Recently found several times the distributed batch job in Unix AIX fails with a duplicate key issue when it tries to load the data to the Oracle table.
However if rerun the Fast Unload job to recreate the file and restart the distributed batch process, then the distributed batch job in the Unix AIX worked fine.
Reviewed the unloaded file and found several duplicate keys. A Log Analyzer job was run to track the Insert/Update/Delete activity and noticed the same
record was first deleted and then inserted again by an online process but Fast Unload added the record twice in the unload file.
What is the cause of the duplicate records in the unloaded file and how to avoid them?
The Fast Unload step worked with FASTUNLOAD ... SQL-ACCESS ONLY parameter.
With SQL-ACCESS ONLY parameter locks are taken directly by Db2. In the Db2 access by default Fast Unload (PFU) works with
MULTI-ROW-FETCH 100, the following scenario is a recreation of the situation.
1. PFU opens a cursor
2. PFU fetches rows 1-100 and writes them to the output
3. PFU fetches rows 101-200
4. Application deletes row 1
5. Application inserts a row which has the same index key as row 1
(this is valid, not violating the uniqueness, since row 1 was already
deleted), this row will be inserted to the end of the tablespace as
row number 400
6. PFU fetches rows 201-300
7. PFU fetches rows 301-400 - row 400 is the same as row 1
There is currently no way in Fast Unload to guarantee data integrity without locking the table, which can be problematic in a busy production environment.

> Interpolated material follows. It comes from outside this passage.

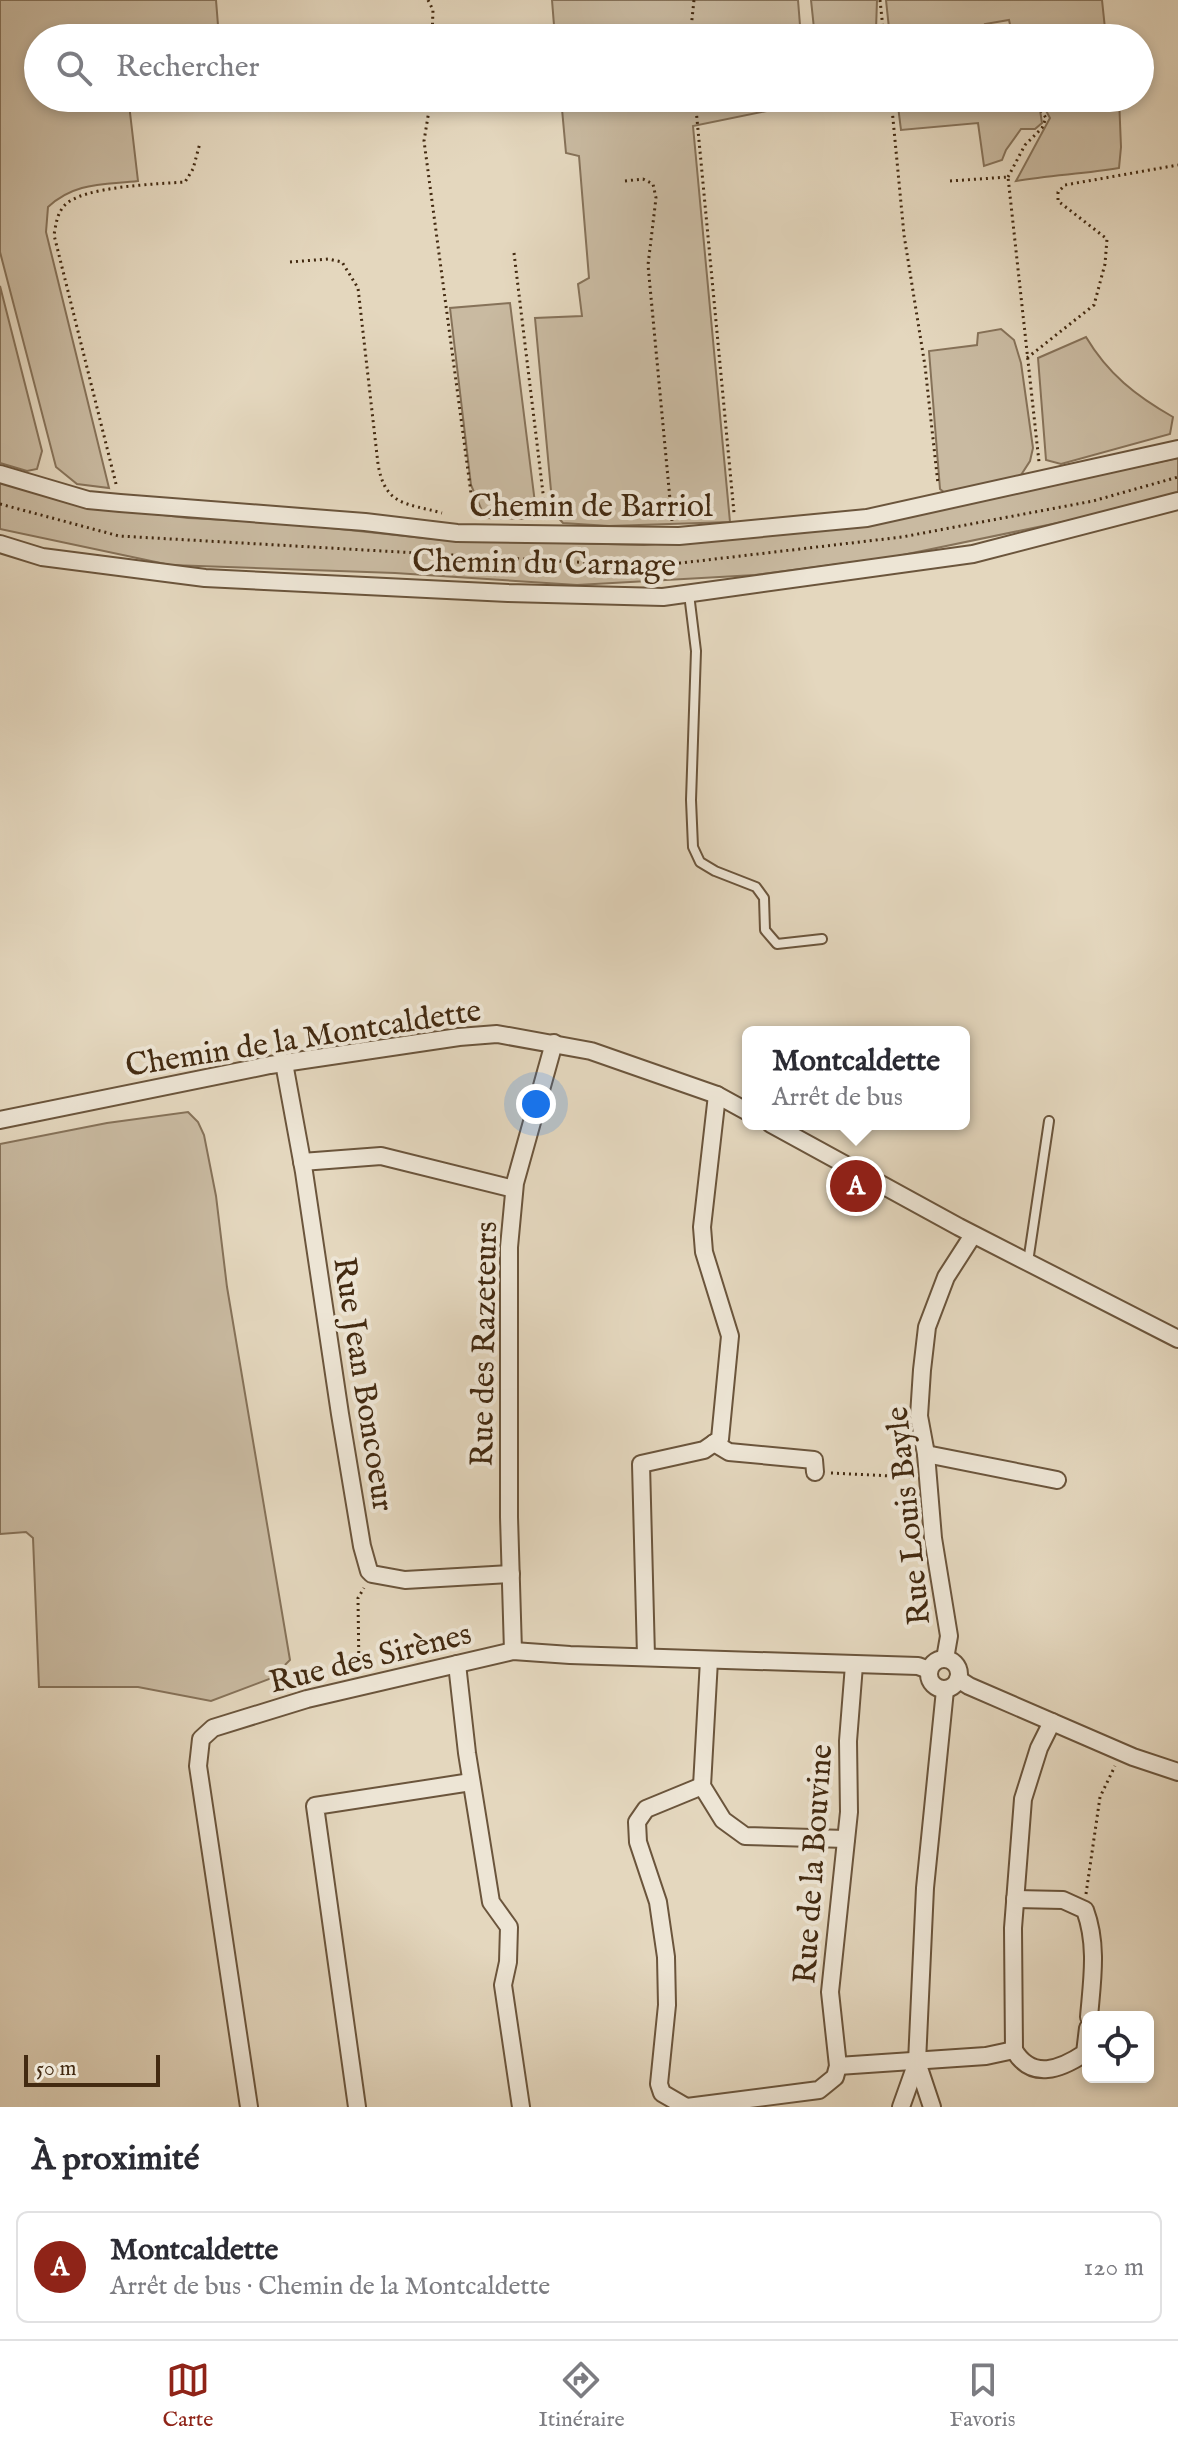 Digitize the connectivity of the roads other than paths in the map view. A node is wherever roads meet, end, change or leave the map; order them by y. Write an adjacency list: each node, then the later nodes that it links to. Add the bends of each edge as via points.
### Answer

One thing that might help decrease the probability of this is using SQL-ACCESS NONE and SHRLEVEL CHANGE,BP-LOOKUP. In this case Fast Unload will check
the Db2 log, identify which pages of the unloaded tablespace have changed during the unload process and reads the buffer pools to get the latest page data.
Note that this also does not guarantee data integrity, as described in the documentation.
If you work with SQL-ACCESS ONLY you always have the exposure to have duplicate key records in the unloaded data set. There is another option to add
an additional step in the Unload JCL to eliminate the first record with duplicate key working with the SORT program.
The following SELECT operator should work to eliminate the first record that is wrong and send only the second record to the distributed environment (Unix AIX).
SELECT FROM(indd) TO(outdd) ON(p,m,CH) LAST DISCARD(savedd)
p: First byte of the key
m: Length in bytes of the key
You can review the SELECT operator in the IBM DFSORT manual:
z/OS DFSORT Application Programming Guide
There is one more option available but it requires you change the design of the application. You can create a Quick Copy Sharelvl Change Consistent (or an IBM Copy Sharelvl Change Flashcopy
Consistent) and then you can run Fast Unload Job unloading the data from the consistent flash copy. Since the copy is consistent there will not be any duplicate key in the unloaded data set. This
requires a new design of the application and the unload steps in the job.